Thermal tolerance depends on season, age and body condition in imperilled redside dace Clinostomus elongatus

Abstract

Abstract Urbanization tends to increase water temperatures in streams and rivers and is hypothesized to be contributing to declines of many freshwater fishes. However, factors that influence individual variation in thermal tolerance, and how these may change seasonally, are not well understood. To address this knowledge gap, we studied redside dace Clinostomus elongatus, an imperilled stream fish native to rapidly urbanizing areas of eastern North America. In wild redside dace from rural Ohio, USA, acute upper thermal tolerance (i.e. critical thermal maximum, CTmax) ranged between ~34°C in summer (stream temperature ~22°C) and 27°C in winter (stream temperature ~2°C). Juveniles had higher CTmax than adults in spring and summer, but in winter, CTmax was higher in adults.
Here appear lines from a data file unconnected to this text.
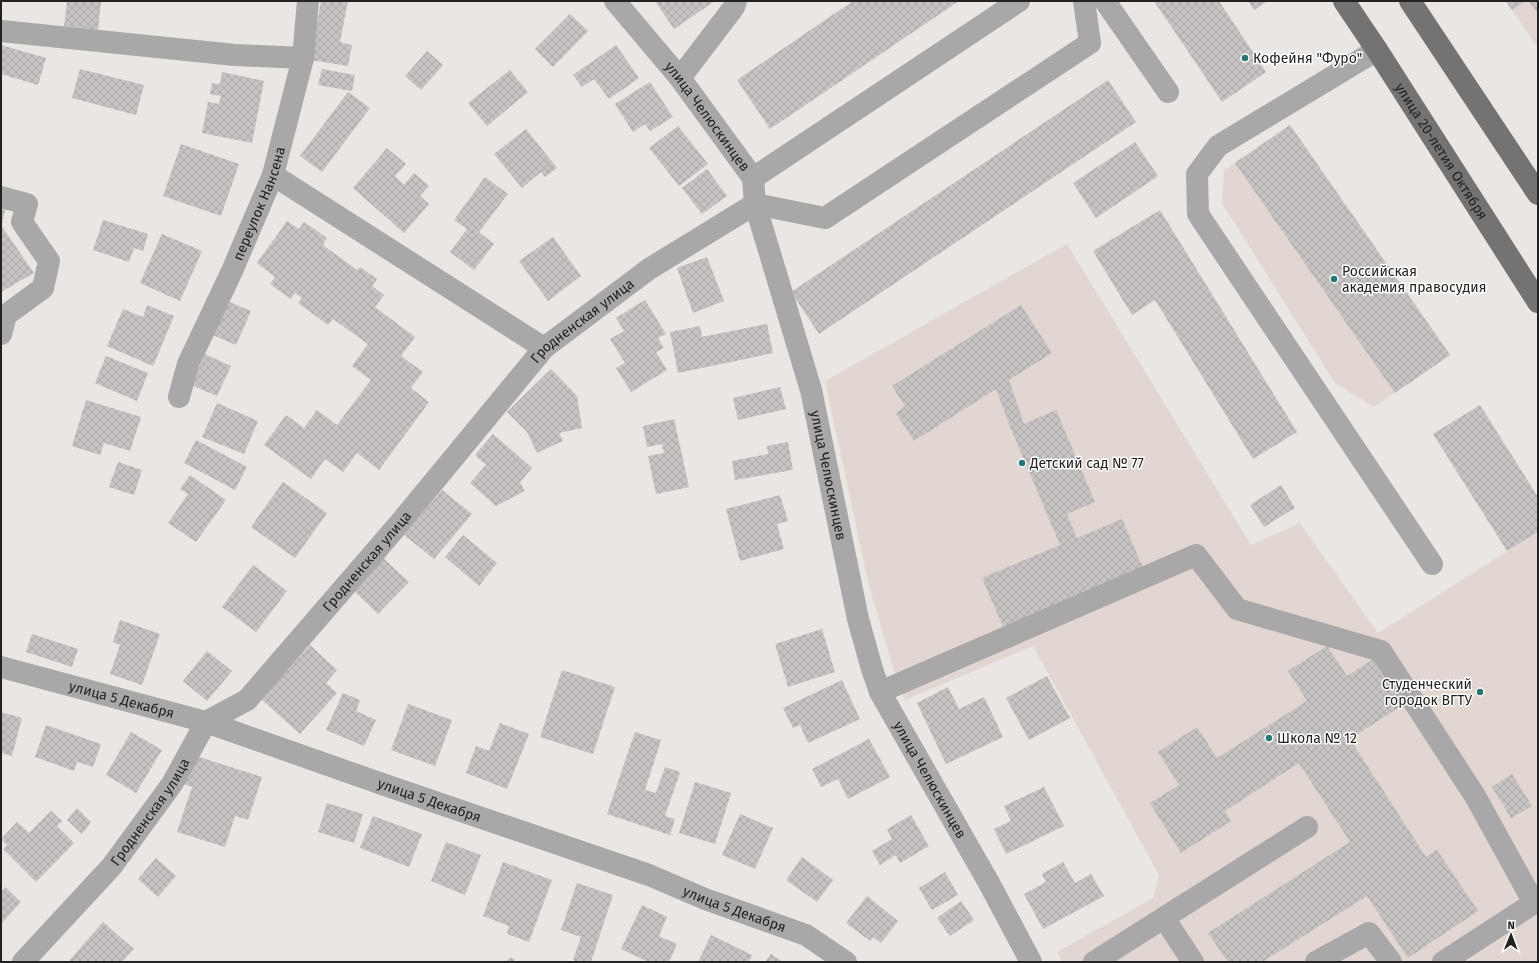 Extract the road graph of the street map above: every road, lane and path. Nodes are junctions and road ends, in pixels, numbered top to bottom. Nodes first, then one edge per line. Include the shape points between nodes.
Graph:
1 (308, 1) edge
2 (615, 1) edge
3 (736, 1) edge
4 (1019, 1) edge
5 (1084, 1) edge
6 (1105, 1) edge
7 (1344, 1) edge
8 (1410, 1) edge
9 (1, 31) edge
10 (1377, 50) junction
11 (303, 58) junction
12 (680, 78) junction
13 (1168, 92) dead end
14 (273, 175) junction
15 (753, 178) junction
16 (1538, 194) edge
17 (1, 197) edge
18 (755, 204) junction
19 (1538, 302) edge
20 (1, 334) edge
21 (544, 348) junction
22 (179, 397) dead end
23 (1432, 564) dead end
24 (1, 667) edge
25 (880, 692) junction
26 (206, 722) junction
27 (1307, 827) dead end
28 (1164, 918) junction
29 (23, 962) edge
30 (846, 962) edge
31 (1031, 962) edge
32 (1094, 962) edge
33 (1193, 962) edge
34 (1316, 962) edge
35 (1391, 962) edge
36 (1443, 962) edge

1 - 11 street, переулок Нансена
2 - 12 street, улица Челюскинцев
3 - 12 street
4 - 15 street
5 - 18 street via 1090,43 825,218
6 - 13 street
7 - 10 main road, улица 20-летия Октября
8 - 16 main road
9 - 11 street via 235,55
10 - 19 main road, улица 20-летия Октября
10 - 23 street via 1218,146 1197,174 1198,214
11 - 14 street, переулок Нансена
12 - 15 street, улица Челюскинцев
14 - 21 street
14 - 22 street, переулок Нансена via 188,364
15 - 18 street, улица Челюскинцев
17 - 20 street via 27,204 22,222 49,261 43,288 6,315
18 - 21 street, Гродненская улица via 649,269
18 - 25 street, улица Челюскинцев via 811,390 858,620
21 - 26 street, Гродненская улица via 247,700
24 - 26 street, улица 5 Декабря
25 - 31 street, улица Челюскинцев
25 - 36 street via 1196,555 1237,609 1380,651 1475,796 1534,903
26 - 29 street, Гродненская улица via 172,784 112,866
26 - 30 street, улица 5 Декабря via 649,875 705,899 806,935
27 - 28 street
28 - 32 street
28 - 33 street
34 - 35 street via 1369,933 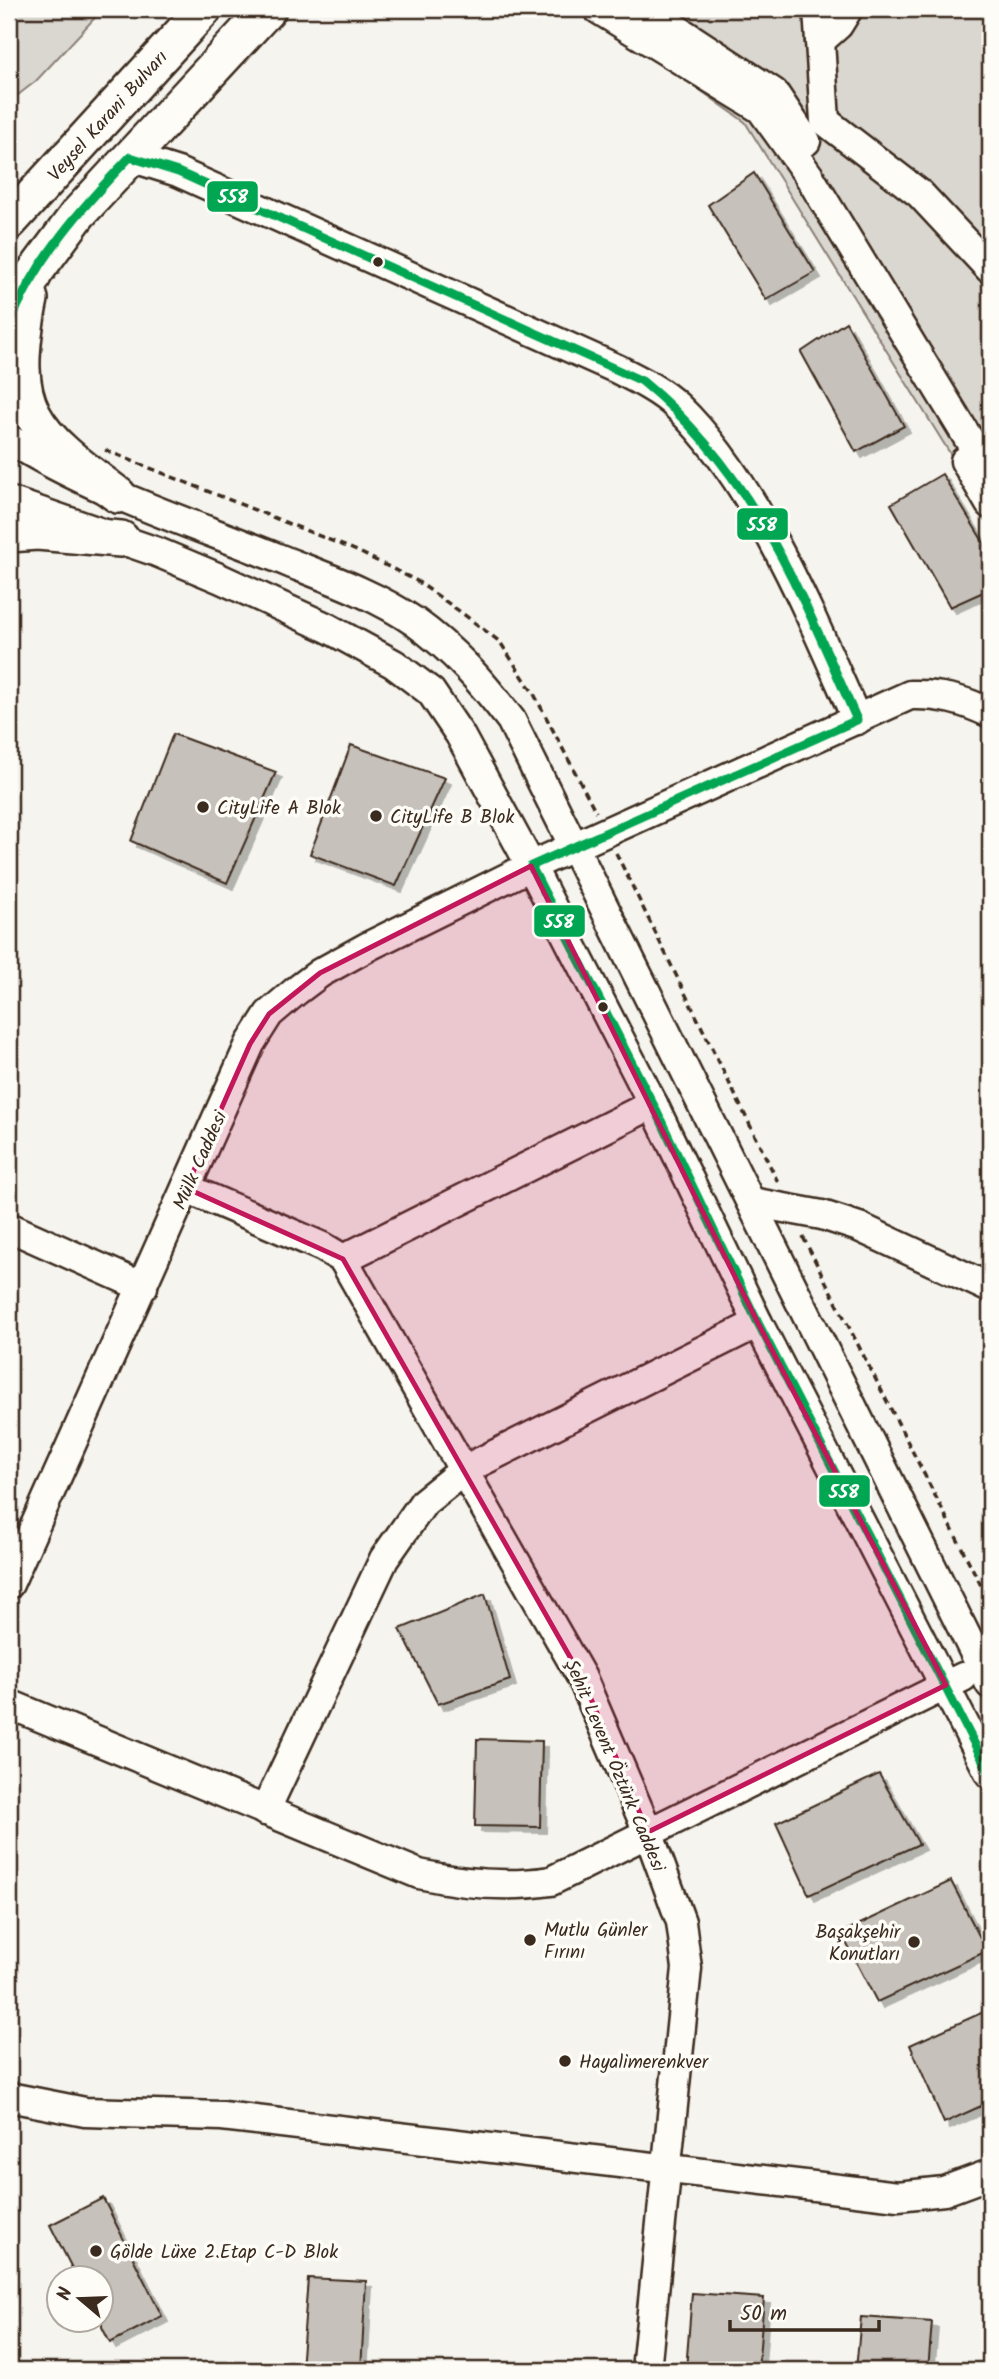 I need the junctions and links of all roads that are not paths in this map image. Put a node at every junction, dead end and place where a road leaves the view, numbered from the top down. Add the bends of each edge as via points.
1 (204, 9) edge
2 (268, 9) edge
3 (598, 9) edge
4 (646, 9) edge
5 (818, 9) edge
6 (848, 9) edge
7 (820, 41) junction
8 (761, 109) junction
9 (130, 157) junction
10 (9, 222) edge
11 (990, 269) edge
12 (36, 272) junction
13 (9, 326) edge
14 (9, 439) edge
15 (990, 443) edge
16 (990, 474) edge
17 (118, 495) junction
18 (9, 501) edge
19 (990, 504) edge
20 (9, 534) edge
21 (121, 539) junction
22 (990, 713) edge
23 (857, 720) junction
24 (574, 846) junction
25 (531, 866) junction
26 (653, 1104) junction
27 (186, 1188) junction
28 (751, 1202) junction
29 (9, 1227) edge
30 (343, 1259) junction
31 (143, 1287) junction
32 (990, 1288) edge
33 (758, 1323) junction
34 (464, 1470) junction
35 (9, 1584) edge
36 (988, 1672) edge
37 (946, 1685) junction
38 (9, 1704) edge
39 (990, 1774) edge
40 (265, 1811) junction
41 (648, 1832) junction
42 (9, 2097) edge
43 (668, 2167) junction
44 (990, 2175) edge
45 (646, 2370) edge

1 - 10 main road, Veysel Karani Bulvarı
2 - 9 main road
3 - 8 street
4 - 15 street via 774,93 837,187
5 - 7 street
6 - 7 street
7 - 11 street via 825,121 920,194
8 - 16 street via 809,176
8 - 19 street via 772,148 826,220
9 - 12 main road via 78,214
9 - 23 street via 178,172 615,368 662,394 740,483 815,625
12 - 13 main road
12 - 17 main road via 23,332 20,376 30,412 50,442
14 - 17 street via 53,467
17 - 24 street via 335,581 413,621 473,670 511,720
18 - 21 street
20 - 21 main road
21 - 25 street via 328,628 394,664 431,692 460,735
22 - 23 street, Mülk Caddesi via 965,701 910,695
23 - 24 street, Mülk Caddesi
24 - 25 street, Mülk Caddesi
24 - 28 street
25 - 26 street
25 - 27 street, Mülk Caddesi via 320,974 269,1014 250,1044
26 - 30 street
26 - 33 street
27 - 30 street
27 - 31 street, Mülk Caddesi
28 - 32 street via 859,1227
28 - 36 street
29 - 31 street
30 - 34 street, Şehit Levent Öztürk Caddesi
31 - 35 street, Mülk Caddesi
33 - 34 street
33 - 37 street
34 - 40 street via 424,1502 384,1559
34 - 41 street, Şehit Levent Öztürk Caddesi via 582,1678
36 - 37 street
37 - 39 street
37 - 41 street
38 - 40 street
40 - 41 street via 419,1874 491,1885 551,1881
41 - 43 street, Şehit Levent Öztürk Caddesi via 681,1922 687,1968
42 - 43 street via 85,2112 222,2116
43 - 44 street via 898,2196 944,2192
43 - 45 street, Şehit Levent Öztürk Caddesi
Thermal safety margins (CTmax − ambient water temperature; ~11°C) were less than the increases in peak water temperature predicted for many redside dace streams due to the combined effects of climate change and urbanization. Furthermore, behavioural agitation occurred 5–6°C below CTmax. Safety margins were larger (>20°C) in autumn and winter. In addition, redside dace were more sensitive (2.5°C lower CTmax) than southern redbelly dace Chrosomus erythrogaster, a non-imperilled sympatric cyprinid. Body condition (Fulton’s K) of adult redside dace was positively correlated with CTmax, but in juveniles, this relationship was significant only in one of two summers of experiments. Next, we measured CTmax of captive redside dace fed experimentally manipulated diets. In adults, but not juveniles, CTmax was higher in fish fed a high- vs. low-ration diet, indicating a causal link between nutrition and thermal tolerance. We conclude that redside dace will be challenged by predicted future summer temperatures, especially in urbanized habitats. Thus, habitat restoration that mitigates temperature increases is likely to benefit redside dace. We also suggest habitat restoration that improves food availability may increase thermal tolerance, and thus population resilience.